# Vintage Redline Mountain Bike - Huh?



## ibike4fun (Jan 21, 2006)

In 26 years of mountain biking in Northern Calif I have never seen a Redline mountain bike. I know they were one of the top BMX mfg’s. But mountain bikes?

I saw this at a garage sale and decided it would be one of my risk buy's.

Can anyone tell me something about this bike? Year model? Were they any good? Is the bike worth anything? Aside from being outfitted with vintage Suntour XC components, is the frame a good quality? The cranks are not original so what were the original cranks?

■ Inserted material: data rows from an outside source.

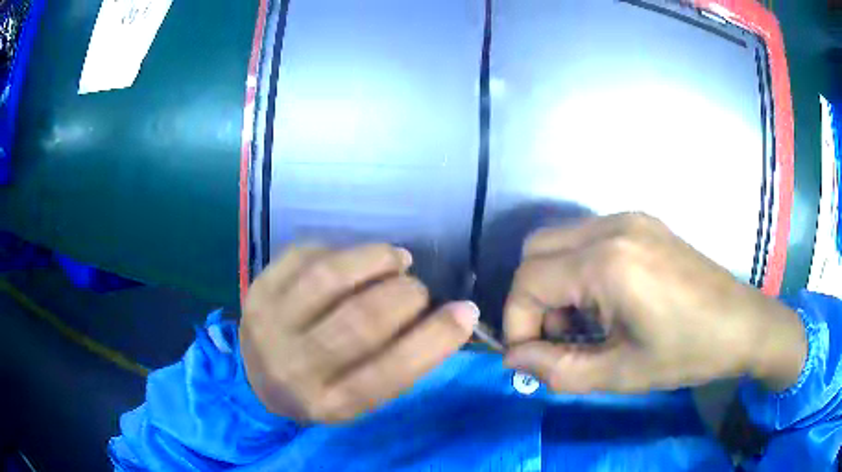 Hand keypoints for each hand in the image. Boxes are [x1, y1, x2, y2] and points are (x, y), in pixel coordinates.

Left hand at [240, 244, 478, 423]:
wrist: (256, 380)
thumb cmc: (321, 390)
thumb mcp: (360, 396)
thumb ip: (399, 364)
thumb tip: (452, 315)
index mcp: (328, 404)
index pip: (388, 374)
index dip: (435, 339)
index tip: (466, 311)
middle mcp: (293, 368)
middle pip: (360, 321)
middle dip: (406, 295)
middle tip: (418, 289)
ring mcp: (268, 325)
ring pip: (330, 278)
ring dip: (376, 259)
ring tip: (396, 260)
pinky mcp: (256, 290)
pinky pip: (305, 254)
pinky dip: (340, 250)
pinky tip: (352, 259)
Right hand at [503, 213, 806, 393]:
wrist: (742, 324)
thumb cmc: (687, 353)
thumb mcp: (620, 374)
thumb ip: (557, 369)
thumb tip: (514, 359)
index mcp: (607, 262)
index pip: (528, 281)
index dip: (517, 323)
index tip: (531, 358)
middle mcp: (612, 226)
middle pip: (535, 251)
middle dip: (531, 299)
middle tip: (556, 338)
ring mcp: (629, 218)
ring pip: (559, 240)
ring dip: (554, 283)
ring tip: (583, 322)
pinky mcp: (642, 222)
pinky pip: (587, 237)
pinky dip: (577, 269)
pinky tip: (605, 300) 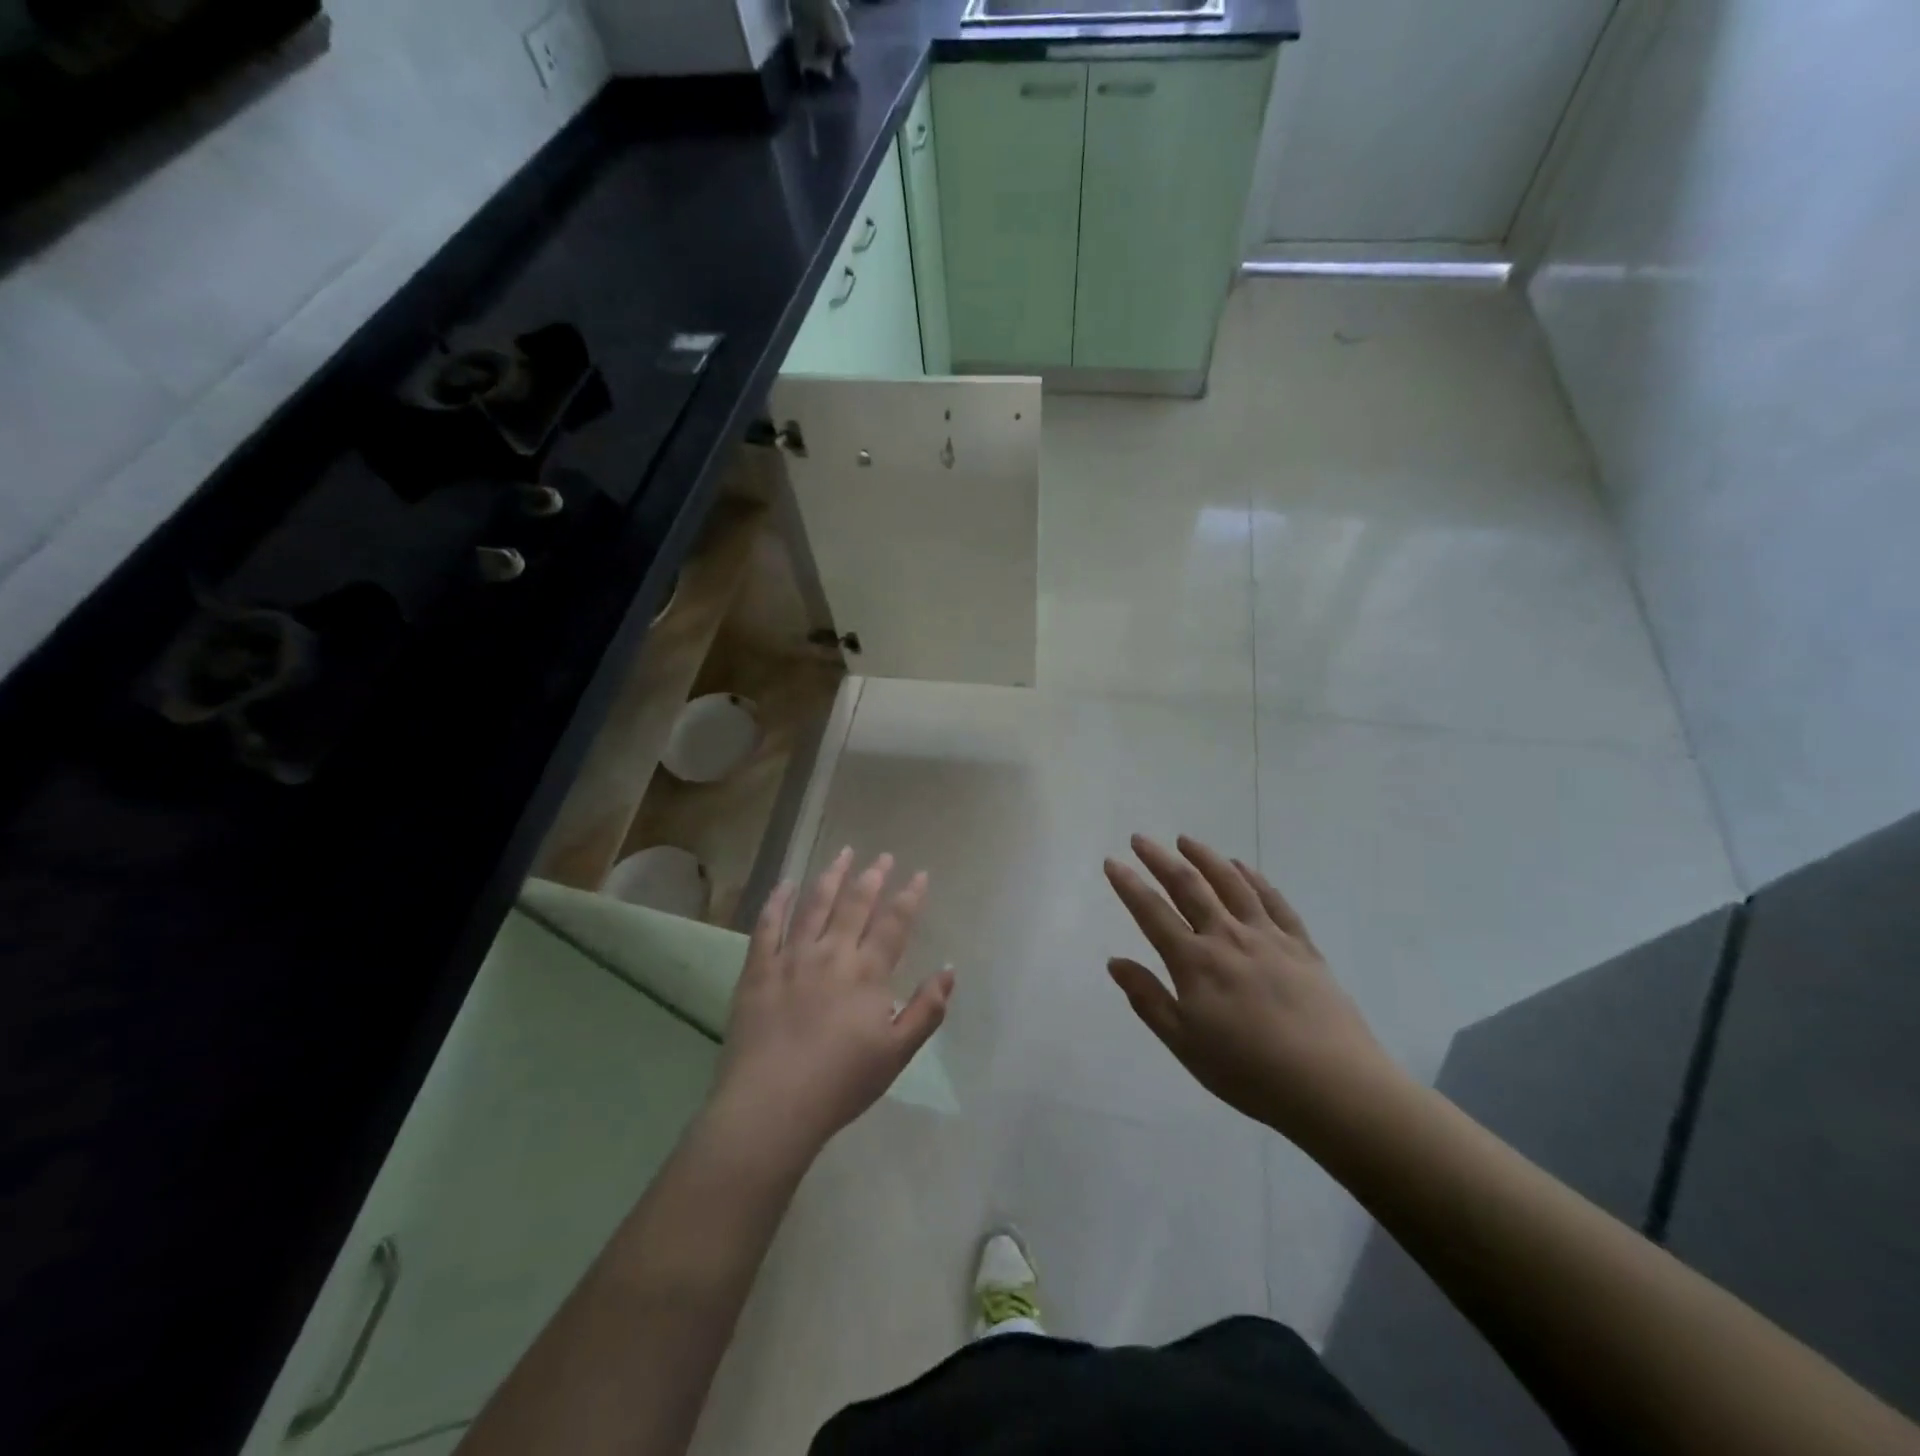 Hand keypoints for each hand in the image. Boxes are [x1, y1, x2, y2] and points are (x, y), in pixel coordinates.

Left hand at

Decal says REDLINE Escape Vehicles

It has a very vintage feel to it and I noticed the reinforced bracing on the down tube attached to the steer tube, very BMX’ish. 
Thanks
ibike4fun


----------



## bushpig (Nov 26, 2005)

Interesting. Looks like replacement cranks. What do you mean "risk buy"?


----------



## Sideknob (Jul 14, 2005)

*Redline*

I have a review in an MBA (maybe 94 or 95) of a Redline hardtail. From memory it had a linkage fork of some sort on it.


----------



## Guitar Ted (Jan 14, 2004)

*Hey! It's got rollercams at least!*

I've seen a Redline mountain bike before, but not anywhere near as old as yours. This was an early to mid nineties vintage, aluminum hardtail bike. A customer had brought it into the shop where I work. So, at least they had been putting out a mountain bike here and there for a few years.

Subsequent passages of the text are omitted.